Queria voltar a fechar os olhos, mas eu não podia me esconder do que o dia me reservava. Enquanto me vestia os filhos de Hermes aos poucos acordavam.

Após o farto café da manhã cada meio-sangue seguiu para suas aulas de treinamento, eu estava tomando coragem para falar com Quíron a respeito da visita que Dionísio havia feito ao Olimpo na noite anterior, quando Percy me abordou.

– Quíron não está. Ele me pediu para que treinasse você hoje, se não tiver problemas.

– Não, tudo bem. – respondi com treino ou sem treino eu não sobreviveria a um desafio de Zeus mesmo.

Percy fitou-me tentando ler minha expressão e depois me entregou uma espada.

– É a melhor espada do nosso arsenal, quase não foi usada, o próprio Quíron escolheu para a sua missão. – ele falou.

Era mesmo uma espada muito bonita, em seu punho havia desenhos em alto relevo de monstros e heróis, sua lâmina de prata era tão afiada que dava medo até de tocá-la.

Percy levou-me até a arena de treinamento e puxou sua espada. Era feita de bronze, a mais magnífica que eu já tinha visto.

– Minha espada foi construída nas forjas dos ciclopes. – explicou ele. – Se ela chegar a entrar em contato com algum monstro, o mesmo será transformado em poeira instantaneamente. A espada que você possui em mãos é uma espada comum, mas será muito útil na missão se você souber usá-la. Agora vamos lá, me ataque.

Ótimo, pensei, agora vem a parte que eu faço papel de idiota. Ataquei com a espada erguida acima da cabeça, mas ele facilmente bloqueou o golpe. Continuei atacando, mas era inútil.

– Você tem que sentir a energia ao seu redor, sentir como se a espada fosse parte de você. – explicava Percy enquanto bloqueava todas minhas inúteis tentativas de ataque.

– Feche os olhos. – ele pediu. – Eu tentarei lhe atacar e você tentará escutar meus passos para que consiga bloquear ou desviar, OK?

Eu confirmei com a cabeça e fechei os olhos.

No início nada aconteceu, mas de repente meus sentidos tornaram-se mais apurados. Conseguia escutar Percy logo atrás de mim, não apenas seus passos cuidadosos, mas também sua respiração leve. Um barulho como o batuque de um tambor chamou minha atenção, ele seguia um ritmo, concentrei-me nele e percebi que era o coração pulsante de Percy, que aos poucos se aproximava da minha retaguarda.

Mas isso era impossível.

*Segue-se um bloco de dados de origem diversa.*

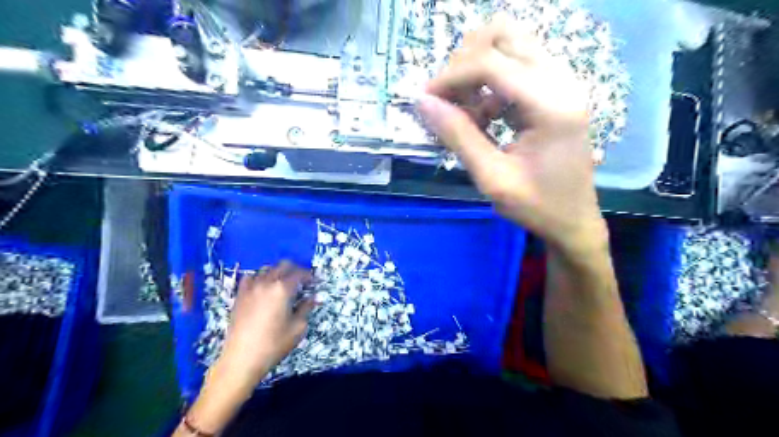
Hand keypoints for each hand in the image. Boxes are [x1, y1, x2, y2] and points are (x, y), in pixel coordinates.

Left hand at [217, 261, 313, 384]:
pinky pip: (250, 277)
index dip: (309, 275)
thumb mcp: (298, 327)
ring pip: (266, 269)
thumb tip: (314, 298)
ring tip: (283, 283)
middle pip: (283, 266)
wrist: (241, 359)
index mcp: (283, 289)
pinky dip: (259, 277)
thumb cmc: (274, 344)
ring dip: (278, 272)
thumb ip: (306, 308)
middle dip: (295, 270)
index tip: (315, 281)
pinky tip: (262, 286)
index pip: (299, 273)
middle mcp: (266, 283)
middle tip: (302, 280)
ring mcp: (250, 288)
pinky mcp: (239, 295)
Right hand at [421, 16, 607, 255]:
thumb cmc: (536, 206)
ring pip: (510, 44)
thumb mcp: (492, 177)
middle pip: (503, 35)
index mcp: (551, 105)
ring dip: (478, 69)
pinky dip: (491, 82)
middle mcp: (562, 81)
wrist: (574, 221)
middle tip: (449, 100)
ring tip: (468, 111)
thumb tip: (422, 102)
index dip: (451, 76)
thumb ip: (458, 136)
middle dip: (465, 63)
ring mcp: (562, 82)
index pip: (491, 63)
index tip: (426, 99)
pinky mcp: (556, 90)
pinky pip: (516, 65)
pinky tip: (485, 115)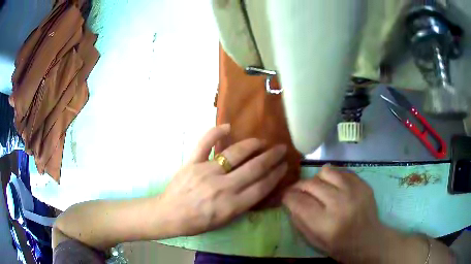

Não existia meio-sangues com essa habilidade, de repente me dei conta que eu era a única semideusa filha de Ártemis assim como Percy era o único semideus filho de Poseidon. Essa habilidade só poderia vir de minha mãe, ela devia usá-la quando caçava para ficar atenta a tudo.

E era assim que eu me sentia. Podia sentir tudo ao meu redor. Conseguia até sentir o cheiro de frutos e terra molhada que o vento trazia da floresta, resumindo eu sentia a natureza ao meu redor.

Os batimentos cardíacos de Percy aceleraram e eu sabia que ele atacaria, ouvi o barulho do ar deslocando-se enquanto ele corria em minha direção. Ele atacou e eu bloqueei o ataque ainda com os olhos fechados.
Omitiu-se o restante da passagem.